Kim has a couple of posts responding to my paper on selective disclosure and my claim that CardSpace does not obey his fourth law.
First off, Kim thinks I shouldn’t say unlinkability and verifiability are things that an identity system should be required to support, on the basis that sometimes you want to be linked, and sometimes you don’t need verification. Well, of course … perhaps he didn’t notice that I said “here are three properties assertions must be able to have” – I didn’t say that every assertion should have these properties.
He also does not like this statement
Note a subtle but important difference between Kim’s laws and mine – he talks about identifiers whereas I talk about assertions. In an ideal world, assertions would not be identifiers; but it turns out that in practice they often are.
He claims that, in fact, his laws are about assertions. Allow me to quote his fourth law in full
A universal identity system must support both “omni-directional” identifiers for use by public entities and “unidirectional” identifiers for use by private entities, thus facilitating discovery while preventing unnecessary release of correlation handles.
You will note that this law talks about identifiers. Not identities. Not assertions. The point I am trying to make is that assertions are identifiers when they are signed using conventional signatures. This is because each time a signed assertion is presented it is identical to the last time it was presented, and different from all other signed assertions (since it must be linked to the identity of the subject of the assertion, or it is useless). The very core of my argument is that unless assertions are unlinkable, then they are identifiers – and, what’s more, they are omnidirectional identifiers. Therefore the “identity metasystem” as currently implemented cannot obey Kim’s fourth law.
Finally, he attempts to show that I am wrong about this claim, with the following argument
How does CardSpace hide the identity of the relying party? It associates some random information – unknown to the identity provider – with each Information Card. Then it hashes this random information (let’s call it a “salt”) with the identity of the site being visited. That is conveyed to the identity provider instead of the identity of the site. We call it the “Client Pseudonym”. Unlike a Liberty Alliance client pseudomym, the identity provider doesn’t know what relying party a client pseudonym is associated with.
The identity provider can use this value to determine that the user is returning to some site she has visited before, but has no idea which site that would be. Two users going to the same site would have cards containing different random information. Meanwhile, the Relying Party does not see the client pseudonym and has no way of calculating what client pseudonym is associated with a given user.

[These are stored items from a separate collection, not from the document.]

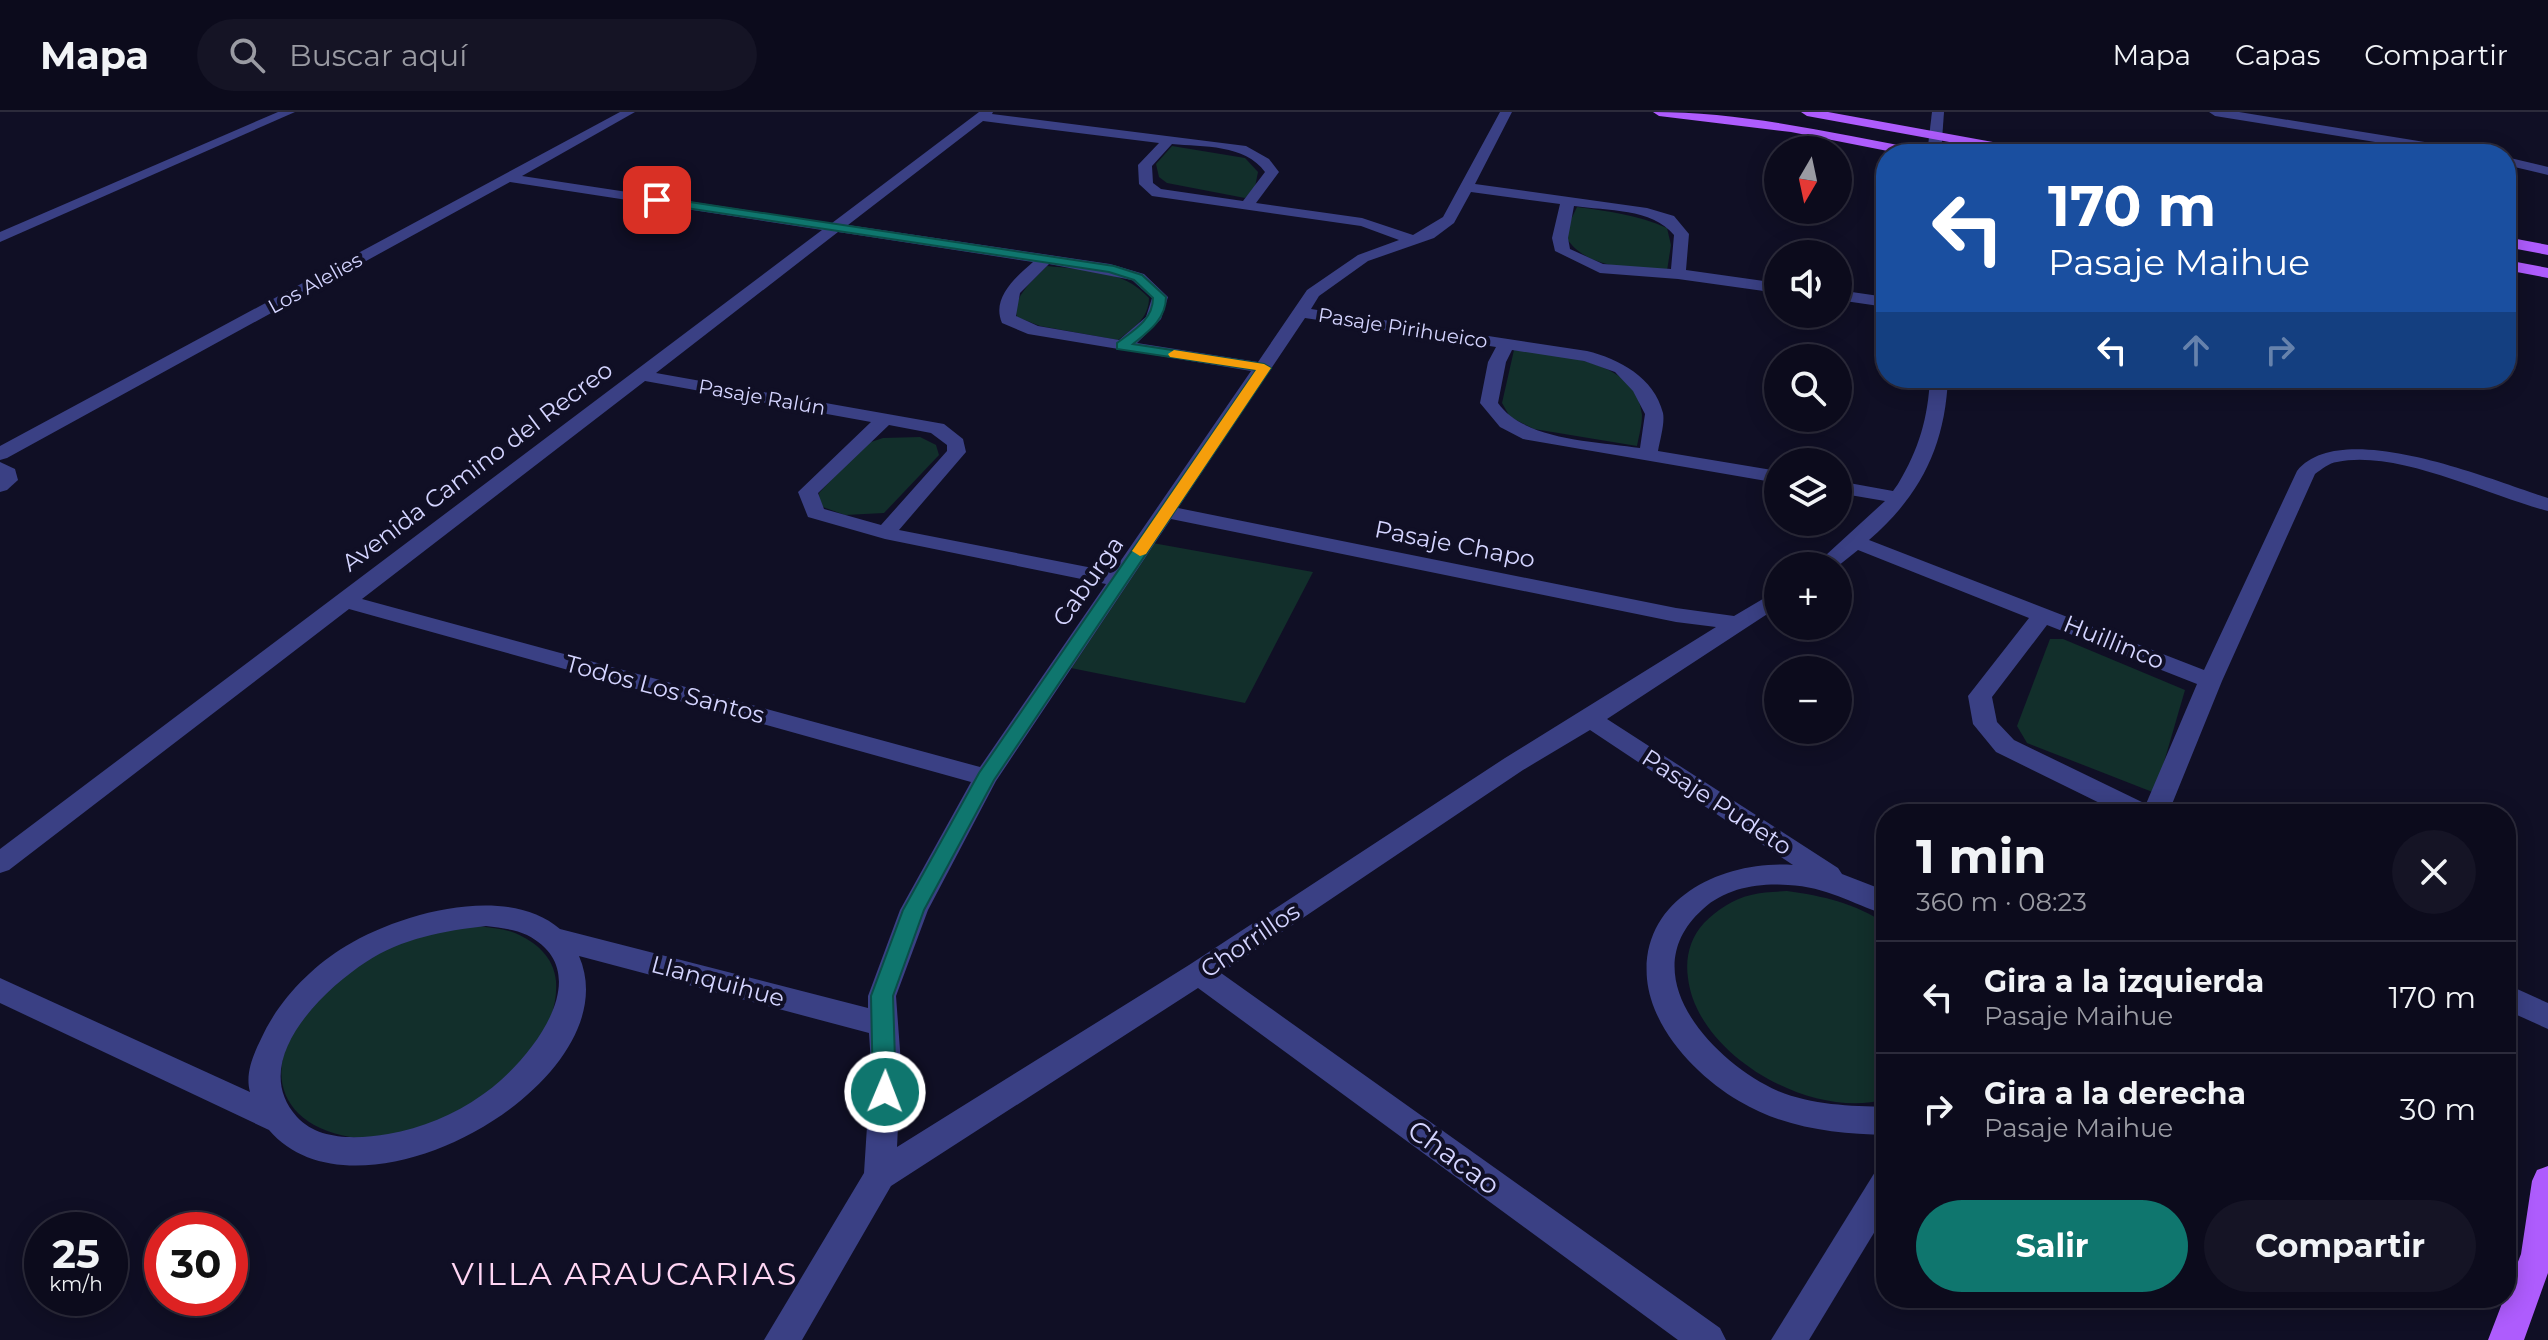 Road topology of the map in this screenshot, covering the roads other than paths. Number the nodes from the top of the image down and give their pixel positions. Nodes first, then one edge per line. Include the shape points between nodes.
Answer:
1 (289, 112) edge
2 (629, 112) edge
3 (1506, 112) edge
4 (1659, 112) edge
5 (1807, 112) edge
6 (1938, 112) edge
7 (2215, 112) edge
8 (984, 114) edge
9 (1936, 135) junction
10 (1169, 140) junction
11 (1935, 144) edge
12 (1984, 144) edge
13 (2412, 144) edge
14 (1876, 145) edge
15 (2516, 163) edge
16 (2548, 171) edge
17 (508, 178) junction
18 (1468, 187) junction
19 (1568, 200) junction
20 (1247, 205) junction
21 (835, 227) junction
22 (0, 237) edge
23 (1413, 241) junction
24 (2516, 244) edge
25 (2548, 250) edge
26 (1046, 259) junction
27 (2516, 267) edge
28 (2548, 273) edge
29 (1678, 274) junction
30 (1764, 286) edge
31 (1852, 297) edge
32 (1876, 301) edge
33 (1301, 312) junction
34 (1506, 344) junction
35 (1122, 346) junction
36 (1264, 368) junction
37 (639, 375) junction
38 (1938, 388) edge
39 (885, 419) junction
40 (0, 454) edge
41 (1648, 455) junction
42 (0, 468) edge
43 (1764, 475) edge
44 (0, 486) edge
45 (1852, 489) edge
46 (1901, 498) junction
47 (2548, 505) edge
48 (1166, 512) junction
49 (885, 533) junction
50 (1855, 542) junction
51 (1842, 552) edge
52 (1120, 580) junction
53 (344, 601) junction
54 (1764, 606) edge
55 (2043, 614) junction
56 (1736, 623) junction
57 (2210, 681) junction
58 (1590, 719) junction
59 (986, 777) junction
60 (2124, 804) edge
61 (2159, 804) edge
62 (0, 863) edge
63 (1844, 885) junction
64 (1876, 899) edge
65 (552, 938) junction
66 (1199, 973) junction
67 (0, 990) edge
68 (2516, 1001) edge
69 (2548, 1017) edge
70 (883, 1024) junction
71 (275, 1118) junction
72 (1876, 1121) edge
73 (880, 1176) junction
74 (2548, 1181) edge
75 (1876, 1199) edge
76 (782, 1340) edge
77 (1708, 1340) edge
78 (1789, 1340) edge
79 (2506, 1340) edge

1 - 22 street
2 - 17 street, Los Alelies
3 - 18 street, Caburga
4 - 14 main road
5 - 9 main road
6 - 9 street
7 - 13 street
8 - 10 street
8 - 21 street, Avenida Camino del Recreo
9 - 11 street
9 - 12 main road
10 - 20 street via 1238,149 1268,164 1272,172
10 - 20 street via 1145,165 1146,184 1178,198
15 - 16 street
17 - 21 street
17 - 40 street, Los Alelies
18 - 19 street
18 - 23 street, Caburga via 1449,220
19 - 29 street via 1669,219 1682,234
19 - 29 street via 1560,238 1563,251 1600,268
20 - 23 street via 1376,225
21 - 26 street
21 - 37 street, Avenida Camino del Recreo
23 - 33 street, Caburga via 1350,266 1313,293
24 - 25 main road
26 - 35 street via 1138,277 1160,297 1160,310
26 - 35 street via 1008,299 1008,319 1034,330
27 - 28 main road
29 - 30 street
31 - 32 street
33 - 34 street, Pasaje Pirihueico
33 - 36 street, Caburga
34 - 41 street, Pasaje Pirihueico via 1587,356 1621,368 1641,389 1654,414
34 - 41 street, Pasaje Pirihueico via 1489,403 1499,419 1530,435
35 - 36 street
36 - 48 street, Caburga
37 - 39 street, Pasaje Ralún
37 - 53 street, Avenida Camino del Recreo
38 - 46 street via 1936,429
39 - 49 street, Pasaje Ralún via 937,428 956,443 957,452
39 - 49 street via 808,492 815,513
41 - 43 street, Pasaje Pirihueico
42 - 44 street via 8,473
45 - 46 street
46 - 50 street
47 - 57 street via 2407,462 2355,454 2318,463 2307,471
48 - 52 street, Caburga
48 - 56 street, Pasaje Chapo
49 - 52 street
50 - 51 street
50 - 55 street
52 - 59 street, Caburga
53 - 59 street, Todos Los Santos
53 - 62 street, Avenida Camino del Recreo
54 - 56 street, Chorrillos
55 - 57 street, Huillinco
55 - 60 street, Huillinco via 1980,696 1985,724 2005,746
56 - 58 street, Chorrillos
57 - 61 street
58 - 63 street, Pasaje Pudeto
58 - 66 street, Chorrillos
59 - 70 street, Caburga via 914,910 882,996
63 - 64 street, Pasaje Pudeto
63 - 72 street, Pasaje Pudeto via 1797,874 1752,874 1714,885 1683,906 1665,935 1660,972 1671,1011 1698,1049 1737,1084 1787,1109 1841,1121
65 - 70 street, Llanquihue
65 - 71 street via 523,921 486,915 441,920 355,954 306,995 268,1053 264,1088
65 - 71 street via 569,964 572,995 560,1032 533,1070 494,1104 445,1132 381,1148 343,1151 303,1141
66 - 73 street, Chorrillos
66 - 77 street, Chacao
67 - 71 street
68 - 69 street
70 - 73 street, Caburga
73 - 76 street, Chorrillos
74 - 79 main road via 2538,1254
75 - 78 street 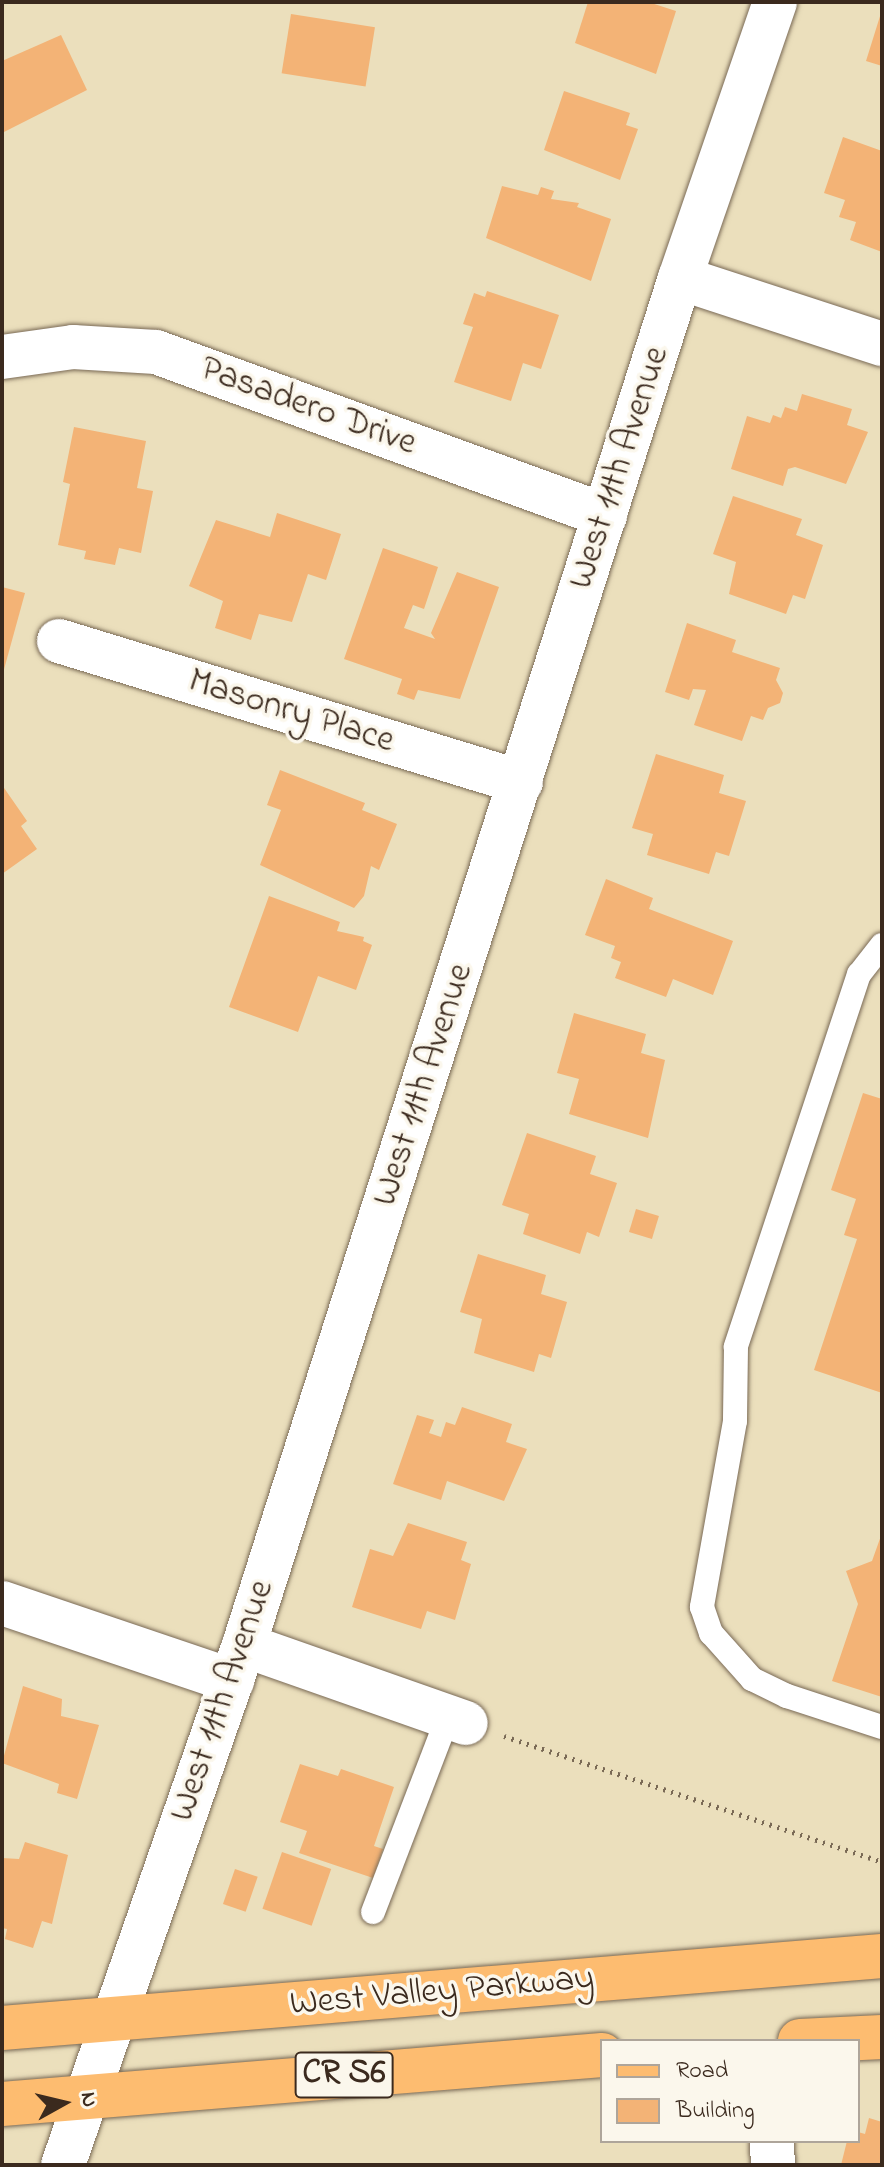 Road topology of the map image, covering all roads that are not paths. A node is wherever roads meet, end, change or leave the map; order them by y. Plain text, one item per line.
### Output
1 (775, 2) edge
2 (680, 278) junction
3 (882, 344) edge
4 (2, 357) edge
5 (605, 515) junction
6 (59, 641) dead end
7 (521, 782) junction
8 (882, 945) edge
9 (2, 1603) edge
10 (238, 1663) junction
11 (457, 1720) joint
12 (882, 1727) edge
13 (373, 1912) dead end
14 (882, 1956) edge
15 (110, 2019) junction
16 (2, 2028) edge
17 (882, 2037) edge
18 (841, 2039) edge
19 (600, 2055) edge
20 (86, 2095) junction
21 (2, 2104) edge
22 (772, 2143) edge
23 (63, 2165) edge
24 (773, 2165) edge

1 - 2 street, West 11th Avenue
2 - 3 street
2 - 5 street, West 11th Avenue
4 - 5 street, Pasadero Drive
5 - 7 street, West 11th Avenue
6 - 7 street, Masonry Place
7 - 10 street, West 11th Avenue
8 - 12 lane
9 - 10 street
10 - 11 street
10 - 15 street, West 11th Avenue
11 - 13 lane
14 - 15 main road, West Valley Parkway / CR S6
15 - 16 main road, West Valley Parkway / CR S6
15 - 20 street, West 11th Avenue
17 - 18 main road
19 - 20 main road, West Valley Parkway / CR S6
20 - 21 main road, West Valley Parkway / CR S6
20 - 23 street, West 11th Avenue
22 - 24 street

Of course, if the identity provider and the relying party never talk to each other, then this works just fine. But clearly it is easy for the two of them to put their heads together and find out who the user is. I require unlinkability even if everyone gangs up to track the user. So, this argument totally fails to satisfy my requirement.
I’m looking forward to the next post in Kim’s series…
The question now becomes that of how identity providers behave. Given that suddenly they have no visibility onto the relying party, is linkability still possible? I’ll discuss this next.